Trener Artur Skowronek nie ma zbyt dużego pola manewru jeśli chodzi o kadrę i przed dzisiejszym spotkaniem dokonał zaledwie jednej zmiany w składzie w porównaniu do poprzedniego meczu. Była to zmiana wymuszona pauzą za czeerwoną kartkę Dawida Gojnego. Lewego wahadłowego, który przed tygodniem zadebiutował w roli kapitana Zagłębia, zastąpił w składzie Quentin Seedorf, a kapitańską opaskę przejął Michał Gliwa. Bramkarz sosnowiczan już w drugim występie w naszych barwach dostąpił zaszczytu pełnienia obowiązków kapitana zespołu. Tak szybko chyba nikt w historii naszego klubu nie awansował na kapitana (edit: jak słusznie zauważył na Twitterze Michał Szreniawa, Rafał Franke był kapitanem w swoim debiucie, a zarazem jedynym występie w barwach Zagłębia).
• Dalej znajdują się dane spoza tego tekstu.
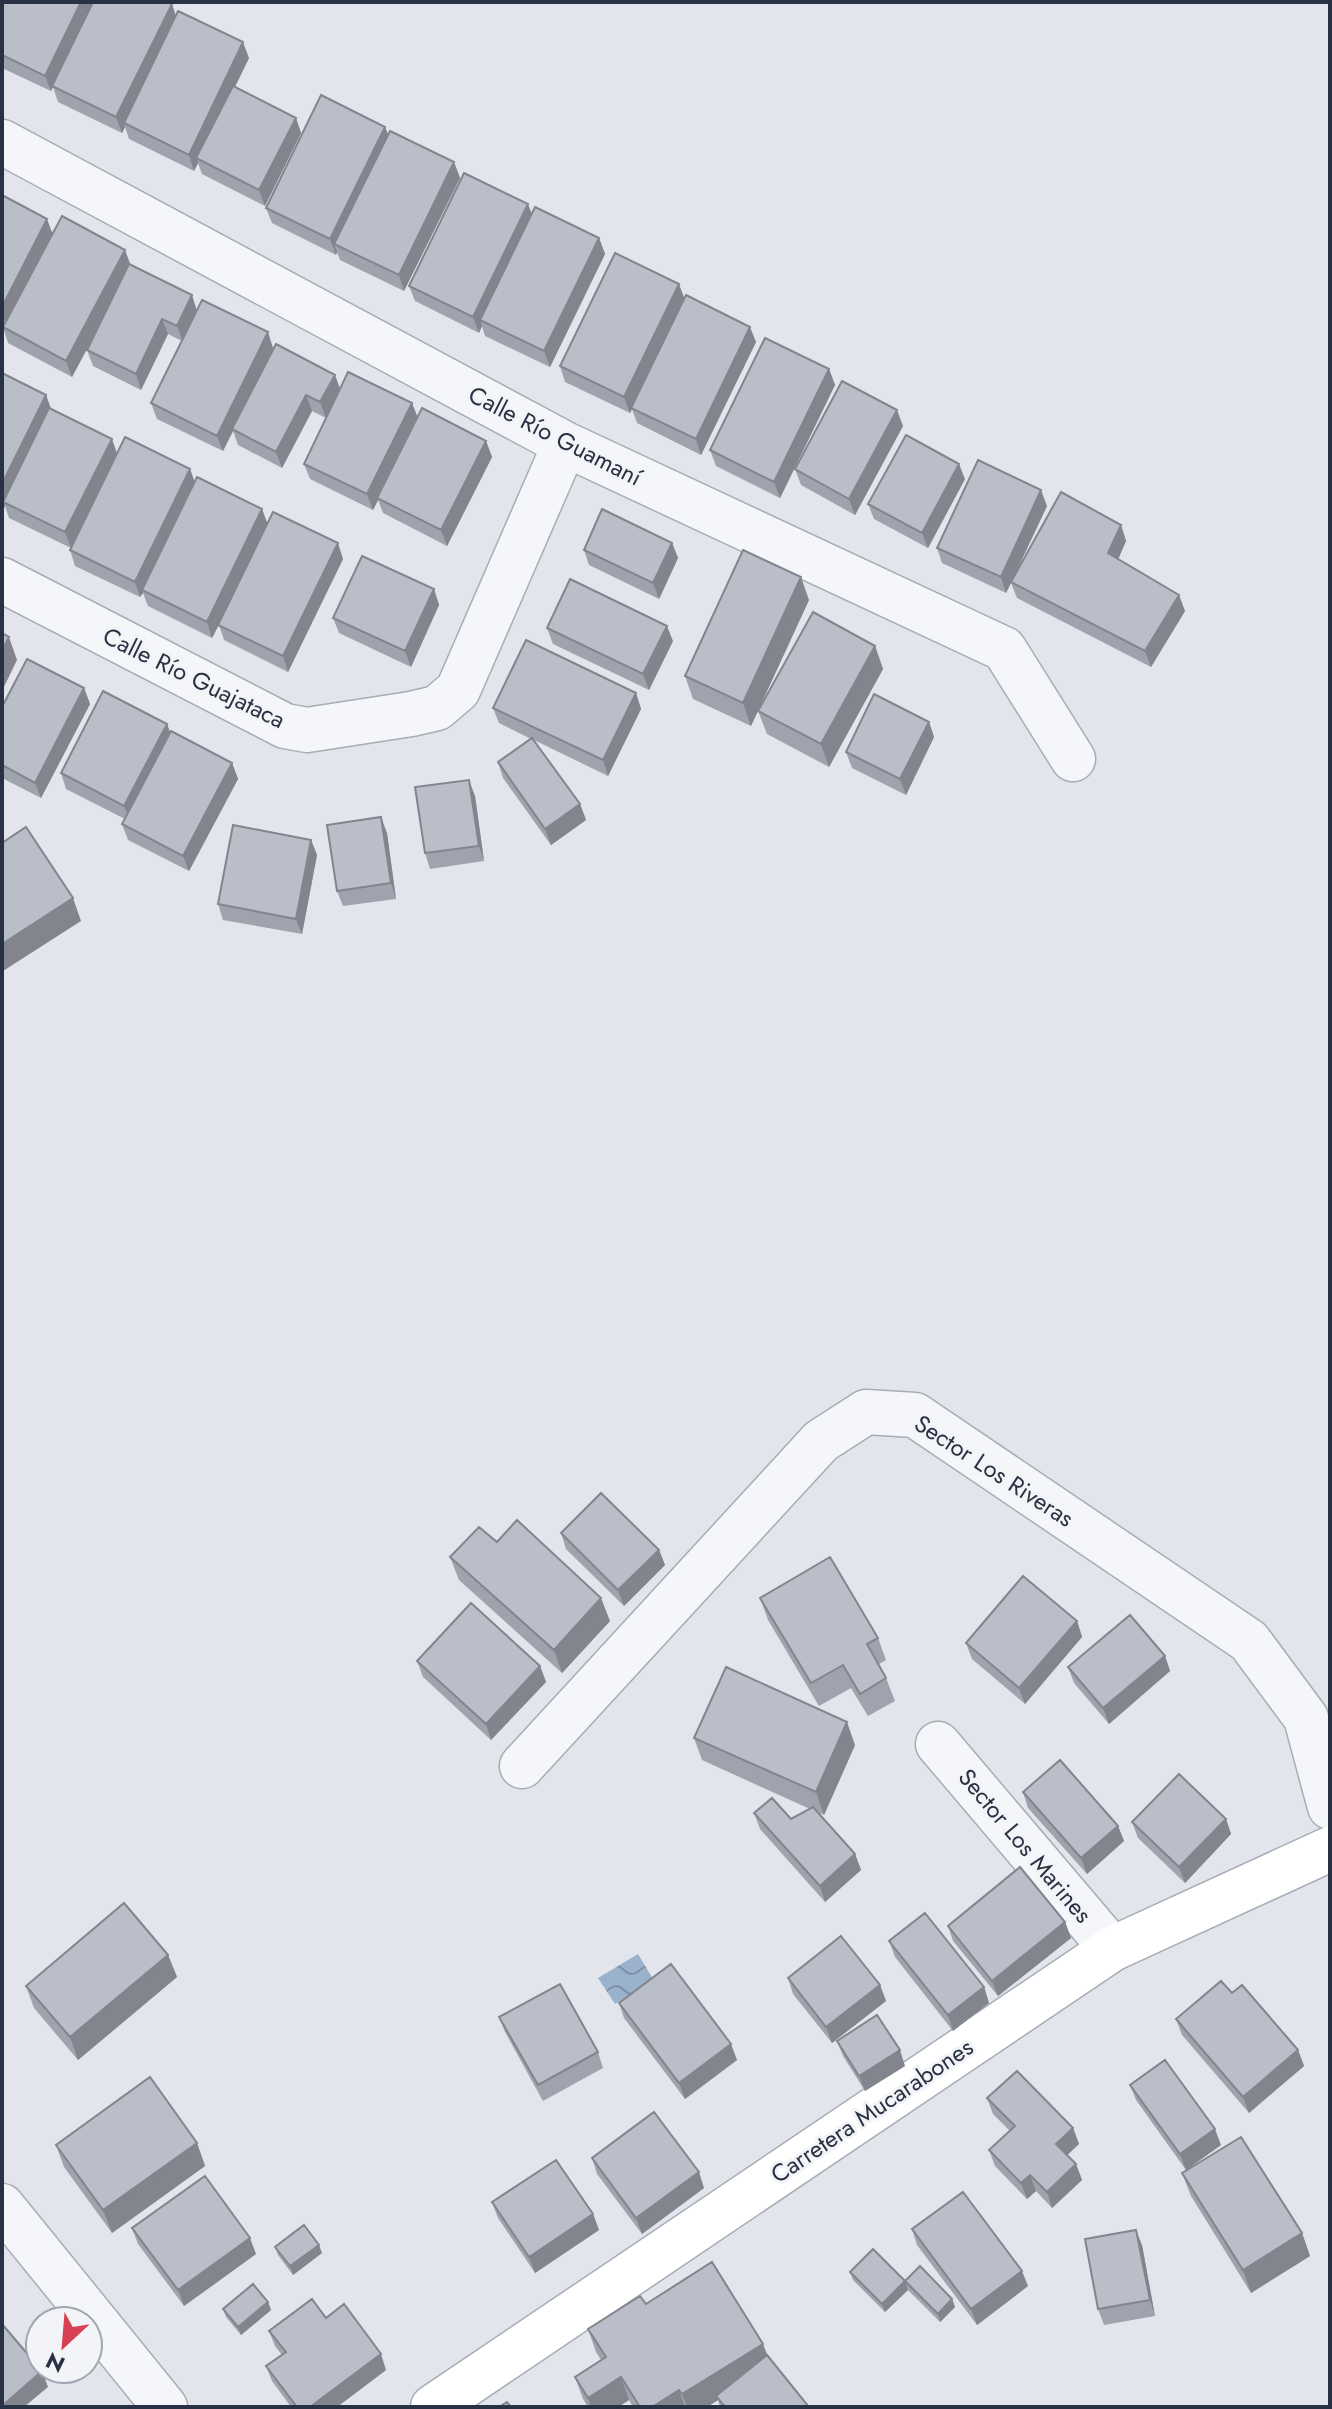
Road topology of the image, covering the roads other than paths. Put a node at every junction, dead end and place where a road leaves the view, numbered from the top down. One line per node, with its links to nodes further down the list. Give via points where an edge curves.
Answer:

Po serii sześciu meczów między Zagłębiem a GKS-em, w których zamknięty był sektor gości (zarówno w Sosnowcu, jak i w Katowicach), tym razem na meczu pojawiła się grupa kibiców przyjezdnych. Kibice Zagłębia cieszyli się z wygranej na Bukowej w sierpniu 2015, a dziś tak samo na Kresowej mogli się poczuć fani GKS-u. Niewykluczone, że była to ich ostatnia wizyta na Stadionie Ludowym i na następny mecz do Sosnowca przyjadą już na nowy stadion w Zagłębiowskim Parku Sportowym.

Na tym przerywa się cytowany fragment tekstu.